Rom/Hamburg - Manche Arten wie der Kabeljau, Heilbutt oder Blauflossen-Thunfisch seien stark gefährdet, heißt es in dem Zweijahres-Bericht der FAO zur Lage der Fischerei und Fischzucht weltweit. Der Fischfang hat demnach eine Rekordmenge von 95 Millionen Tonnen pro Jahr erreicht - 85,8 Millionen Tonnen Fische werden aus dem Meer gezogen, 9,2 Millionen Tonnen aus Binnengewässern.

Insgesamt werden dem Bericht zufolge bereits mehr als die Hälfte der Meeresfisch-Bestände (52 Prozent) so intensiv befischt, dass eine Steigerung nicht mehr möglich ist. Von allen von der FAO beobachteten Beständen in den Weltmeeren sind 17 Prozent überfischt und sieben Prozent gehen zurück. Ein Prozent der Bestände erholt sich demnach von der Überfischung. Betroffen sind vor allem Arten, die zwischen nationalen Hoheitsgebieten wandern oder außerhalb dieser Zonen gefischt werden. Dazu zählen mehr als die Hälfte der wandernden Hai-Arten und zwei Drittel der wandernden Hochseebestände wie der Kabeljau, der Heilbutt, der Blauflossen-Tunfisch oder der Riesenhai.

Auch die Nordsee ist überfischt

Überfischte Meere sind dem Bericht zufolge vor allem der Südost-Atlantik, der Südost-Pazifik, der Nordost-Atlantik und damit die Nordsee sowie die Lebensräume der Hochsee-Tunfischarten im Atlantik und im Indischen Ozean. In diesen Gebieten betrage der Anteil der überfischten Bestände bereits 46 bis 66 Prozent.

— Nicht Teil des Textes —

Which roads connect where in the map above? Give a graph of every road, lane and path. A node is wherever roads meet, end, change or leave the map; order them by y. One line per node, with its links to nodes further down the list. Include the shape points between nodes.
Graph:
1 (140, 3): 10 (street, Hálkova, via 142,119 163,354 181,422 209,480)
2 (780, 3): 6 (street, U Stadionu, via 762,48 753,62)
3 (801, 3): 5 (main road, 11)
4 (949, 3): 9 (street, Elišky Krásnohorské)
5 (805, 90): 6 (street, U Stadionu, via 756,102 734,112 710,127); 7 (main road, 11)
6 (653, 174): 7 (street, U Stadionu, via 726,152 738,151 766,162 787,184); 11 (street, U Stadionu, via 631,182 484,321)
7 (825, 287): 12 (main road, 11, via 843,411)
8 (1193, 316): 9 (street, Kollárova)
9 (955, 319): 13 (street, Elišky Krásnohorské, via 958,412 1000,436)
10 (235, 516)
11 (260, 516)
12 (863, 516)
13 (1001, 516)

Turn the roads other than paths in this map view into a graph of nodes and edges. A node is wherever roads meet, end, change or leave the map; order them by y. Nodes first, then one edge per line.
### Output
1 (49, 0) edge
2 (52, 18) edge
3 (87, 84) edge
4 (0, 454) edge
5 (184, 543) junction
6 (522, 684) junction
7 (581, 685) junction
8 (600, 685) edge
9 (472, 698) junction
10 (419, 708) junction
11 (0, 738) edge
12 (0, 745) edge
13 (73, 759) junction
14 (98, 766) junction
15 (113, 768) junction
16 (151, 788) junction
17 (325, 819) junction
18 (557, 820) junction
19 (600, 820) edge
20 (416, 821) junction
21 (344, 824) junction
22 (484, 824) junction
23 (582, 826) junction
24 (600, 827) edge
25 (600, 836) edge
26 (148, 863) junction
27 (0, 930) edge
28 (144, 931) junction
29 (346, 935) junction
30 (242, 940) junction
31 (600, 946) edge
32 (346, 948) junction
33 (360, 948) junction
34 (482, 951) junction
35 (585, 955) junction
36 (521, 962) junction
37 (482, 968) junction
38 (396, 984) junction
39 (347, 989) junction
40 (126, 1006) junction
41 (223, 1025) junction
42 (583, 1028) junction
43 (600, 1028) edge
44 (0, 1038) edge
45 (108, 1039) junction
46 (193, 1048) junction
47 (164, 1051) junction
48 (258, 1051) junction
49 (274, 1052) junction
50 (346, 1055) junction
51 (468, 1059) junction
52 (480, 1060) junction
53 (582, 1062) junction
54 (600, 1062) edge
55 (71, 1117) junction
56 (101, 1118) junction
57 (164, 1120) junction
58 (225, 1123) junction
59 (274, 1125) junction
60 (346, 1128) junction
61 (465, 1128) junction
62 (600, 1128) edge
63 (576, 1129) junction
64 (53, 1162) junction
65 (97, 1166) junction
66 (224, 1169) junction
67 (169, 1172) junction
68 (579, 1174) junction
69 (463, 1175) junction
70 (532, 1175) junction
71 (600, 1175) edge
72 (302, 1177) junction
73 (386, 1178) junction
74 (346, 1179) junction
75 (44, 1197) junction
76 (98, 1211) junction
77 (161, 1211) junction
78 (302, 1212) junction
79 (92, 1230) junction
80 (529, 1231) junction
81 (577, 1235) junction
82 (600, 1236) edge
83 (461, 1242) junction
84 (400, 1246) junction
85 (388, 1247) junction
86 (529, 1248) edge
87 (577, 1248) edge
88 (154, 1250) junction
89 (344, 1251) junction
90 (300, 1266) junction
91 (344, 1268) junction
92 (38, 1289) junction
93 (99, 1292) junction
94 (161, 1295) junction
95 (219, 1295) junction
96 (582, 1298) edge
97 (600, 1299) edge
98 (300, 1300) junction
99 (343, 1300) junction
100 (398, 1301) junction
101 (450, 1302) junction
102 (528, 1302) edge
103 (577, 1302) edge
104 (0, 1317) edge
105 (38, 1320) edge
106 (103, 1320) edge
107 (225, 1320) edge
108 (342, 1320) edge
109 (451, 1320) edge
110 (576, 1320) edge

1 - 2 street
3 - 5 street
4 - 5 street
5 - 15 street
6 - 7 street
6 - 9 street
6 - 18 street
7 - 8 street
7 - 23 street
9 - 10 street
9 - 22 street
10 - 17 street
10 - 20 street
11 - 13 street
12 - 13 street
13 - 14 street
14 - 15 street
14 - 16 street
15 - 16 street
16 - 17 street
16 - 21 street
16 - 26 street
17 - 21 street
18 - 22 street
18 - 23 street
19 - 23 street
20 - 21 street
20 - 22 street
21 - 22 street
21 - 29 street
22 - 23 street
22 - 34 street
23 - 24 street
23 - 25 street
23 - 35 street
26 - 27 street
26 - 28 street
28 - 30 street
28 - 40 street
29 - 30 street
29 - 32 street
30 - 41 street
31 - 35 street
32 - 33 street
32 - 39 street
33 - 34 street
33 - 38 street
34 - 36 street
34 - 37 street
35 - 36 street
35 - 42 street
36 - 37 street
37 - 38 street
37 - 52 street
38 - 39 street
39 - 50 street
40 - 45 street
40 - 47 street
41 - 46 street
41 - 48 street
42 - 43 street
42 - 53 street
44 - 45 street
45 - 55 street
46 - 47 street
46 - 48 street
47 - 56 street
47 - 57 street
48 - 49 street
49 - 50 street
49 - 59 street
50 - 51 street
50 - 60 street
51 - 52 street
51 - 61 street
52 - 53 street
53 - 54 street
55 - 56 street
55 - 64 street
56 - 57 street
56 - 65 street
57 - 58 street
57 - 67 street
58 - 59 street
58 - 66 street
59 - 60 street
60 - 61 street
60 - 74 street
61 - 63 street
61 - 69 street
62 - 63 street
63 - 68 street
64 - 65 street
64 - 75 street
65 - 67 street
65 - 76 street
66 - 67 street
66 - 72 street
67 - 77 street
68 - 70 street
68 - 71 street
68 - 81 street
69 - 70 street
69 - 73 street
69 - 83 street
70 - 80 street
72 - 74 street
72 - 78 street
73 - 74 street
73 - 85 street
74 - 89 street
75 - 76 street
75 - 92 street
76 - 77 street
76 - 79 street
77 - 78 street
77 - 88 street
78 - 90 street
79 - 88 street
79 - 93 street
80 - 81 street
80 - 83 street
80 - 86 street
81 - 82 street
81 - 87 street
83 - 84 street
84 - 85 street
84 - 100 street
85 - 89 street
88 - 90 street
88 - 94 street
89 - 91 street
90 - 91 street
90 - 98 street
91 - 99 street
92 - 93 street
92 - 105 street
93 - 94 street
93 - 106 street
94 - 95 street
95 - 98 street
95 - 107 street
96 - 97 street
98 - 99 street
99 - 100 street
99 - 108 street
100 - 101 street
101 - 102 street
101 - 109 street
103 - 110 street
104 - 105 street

Nötig seien Reformen, damit mehr Staaten regionale Fischereiabkommen zum Schutz der Arten schlössen, fordert die FAO in ihrem Bericht. Solche Abkommen seien der "einzig realistische Weg", die Überfischung zu bekämpfen. Bei vielen dieser Abkommen sei bei manchen Mitgliedern in den vergangenen Jahren aber ein Mangel an politischem Willen festzustellen gewesen. Starre Positionen hätten dazu geführt, dass die Ziele heruntergeschraubt werden mussten. Die nötigen Reformen will das FAO-Fischerei-Komitee in den folgenden Tagen bis Freitag diskutieren.

Die Tierschutzorganisation WWF forderte, mindestens zehn Prozent der Meere unter Schutz zu stellen. Zudem müssten umweltverträgliche Fangmethoden eingeführt werden. Große Hoffnungen setzt der WWF in das blaue Siegel des "Marine Stewardship Council": Es garantiert, dass nicht mehr Fisch gefangen wird als nachwächst. Vier Prozent des Weltfischfangs trägt demnach bereits dieses Öko-Zertifikat - Tendenz steigend.